- Task -
Copy out each line of the material below that holds the string "白石バイパス".
Record excerpts Start Marker
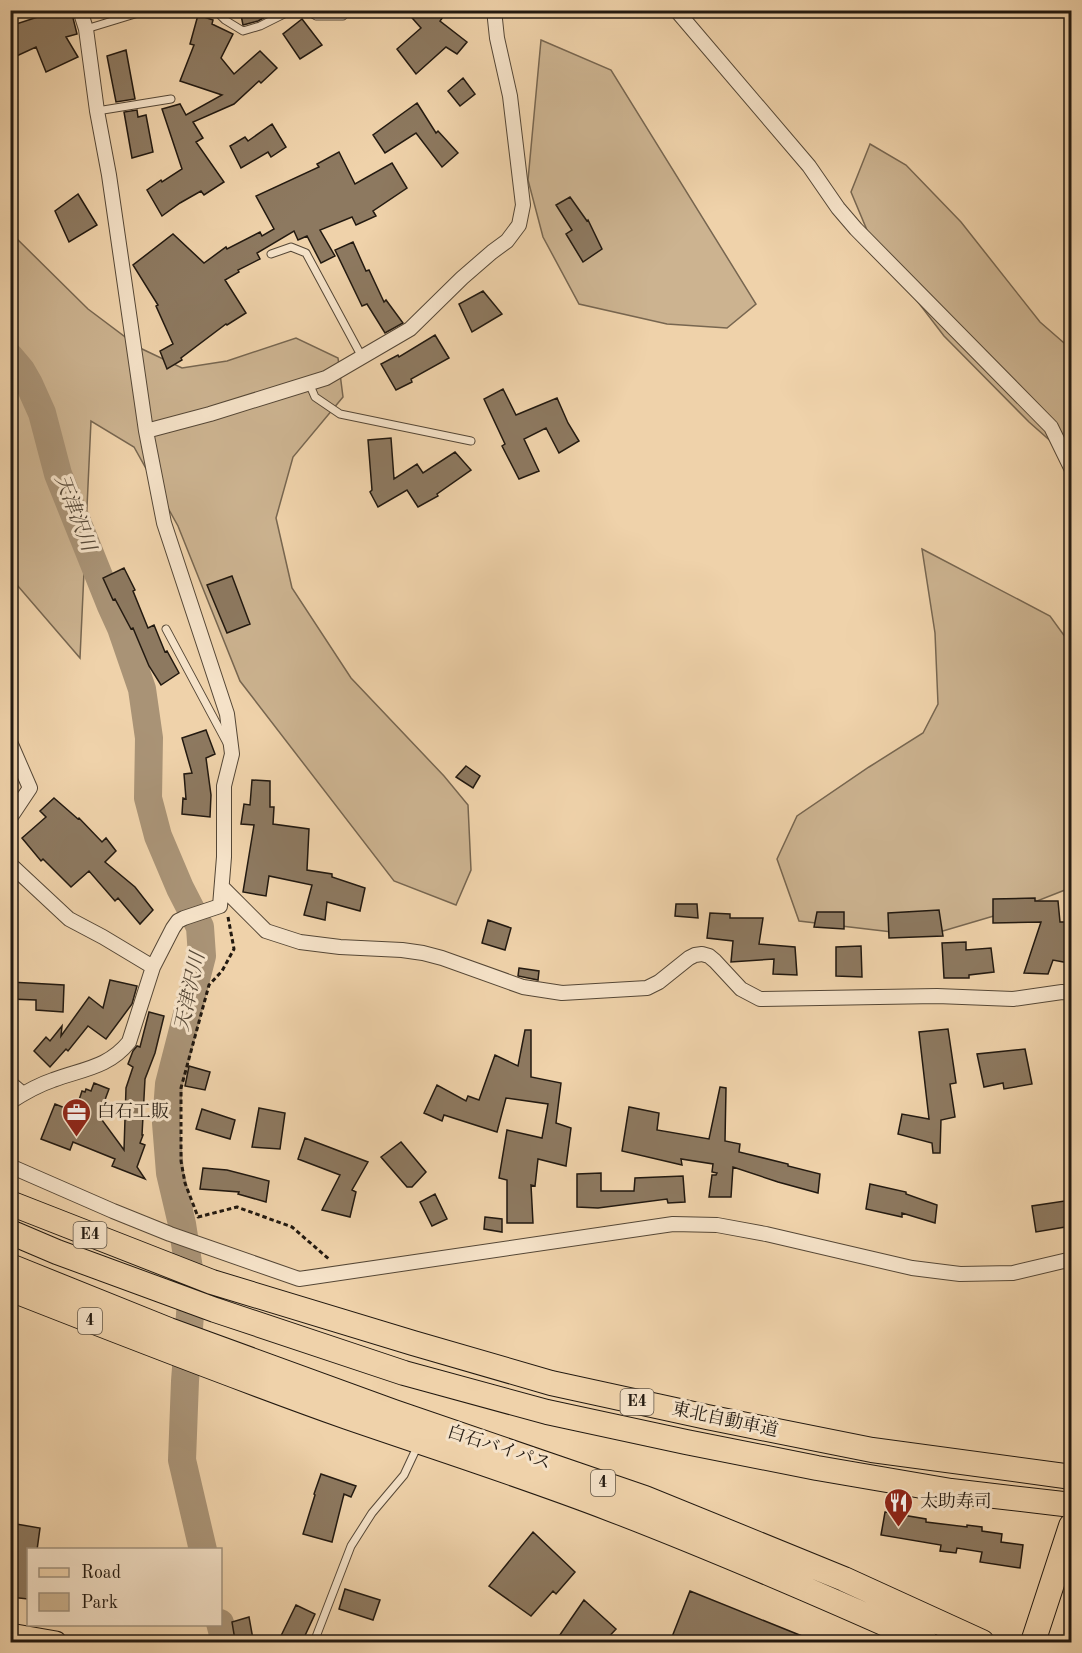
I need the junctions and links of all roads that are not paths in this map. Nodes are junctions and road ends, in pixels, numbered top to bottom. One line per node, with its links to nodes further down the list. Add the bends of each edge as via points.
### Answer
1 (80, 10): 9 (street)
2 (148, 10): 9 (lane)
3 (215, 10): 4 (lane, via 243,31)
4 (292, 10)
5 (306, 10): 8 (lane, via 316,16)
6 (495, 10): 13 (street, via 516,137 523,205 519,225 507,242 462,278 410,329)
7 (676, 10): 17 (street, via 809,166 856,229 1051,426)
8 (343, 16)
9 (86, 29): 11 (street)
10 (171, 99): 11 (lane)
11 (98, 111): 15 (street)
12 (271, 254): 13 (lane, via 291,247 306,254)
13 (362, 357): 14 (street)
14 (309, 383): 15 (street); 16 (lane, via 315,397 340,414)
15 (146, 430): 20 (street, via 164,523 227,714)
16 (471, 441)
17 (1071, 470)
18 (166, 629): 20 (lane)
19 (10, 742): 21 (street, via 30,788)
20 (232, 753): 23 (street, via 224,786)
21 (10, 818)
22 (10, 864): 24 (street, via 69,919)
23 (222, 887): 24 (street, via 220,906 178,921); 25 (street, via 266,931 285,938 340,947 423,953 533,989 574,993 647,988 689,958 702,954 715,961 741,989 760,999 1013,999)
24 (153, 967): 29 (street, via 135,1027 121,1052 109,1061)
25 (1071, 993)
26 (10, 1023): 27 (street)
27 (10, 1031)
28 (10, 1083): 29 (street)
29 (23, 1094): 30 (street)
30 (10, 1102)
31 (10, 1166): 34 (street, via 170,1234 299,1279 673,1224 717,1225 912,1268 960,1274 1013,1273)
32 (10, 1203): 40 (highway, 東北自動車道 / E4, via 212,1282 562,1385 872,1450)
33 (10, 1232): 41 (highway, 東北自動車道 / E4, via 214,1310 404,1372 547,1412)
34 (1071, 1259)
35 (10, 1266): 37 (highway, 白石バイパス / 4)
36 (10, 1289): 37 (highway, 白石バイパス / 4)
37 (170, 1341): 38 (highway, 白石バイパス / 4)
38 (214, 1358): 39 (highway, 白石バイパス / 4); 47 (highway, 白石バイパス / 4, via 394,1413 645,1498 844,1579)
39 (419, 1442): 45 (lane, via 404,1475 351,1546); 46 (highway, 白石バイパス / 4, via 629,1516)
40 (1071, 1477)
41 (1071, 1515): 42 (highway)
42 (1067, 1550): 48 (highway)
43 (10, 1634): 44 (main road)
44 (57, 1642)
45 (314, 1642)
46 (926, 1642)
47 (982, 1642)
48 (1033, 1642)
Record excerpts End Marker
- Answer to the exercise -
35 (10, 1266): 37 (highway, 白石バイパス / 4)
36 (10, 1289): 37 (highway, 白石バイパス / 4)
37 (170, 1341): 38 (highway, 白石バイパス / 4)
38 (214, 1358): 39 (highway, 白石バイパス / 4); 47 (highway, 白石バイパス / 4, via 394,1413 645,1498 844,1579)
39 (419, 1442): 45 (lane, via 404,1475 351,1546); 46 (highway, 白石バイパス / 4, via 629,1516)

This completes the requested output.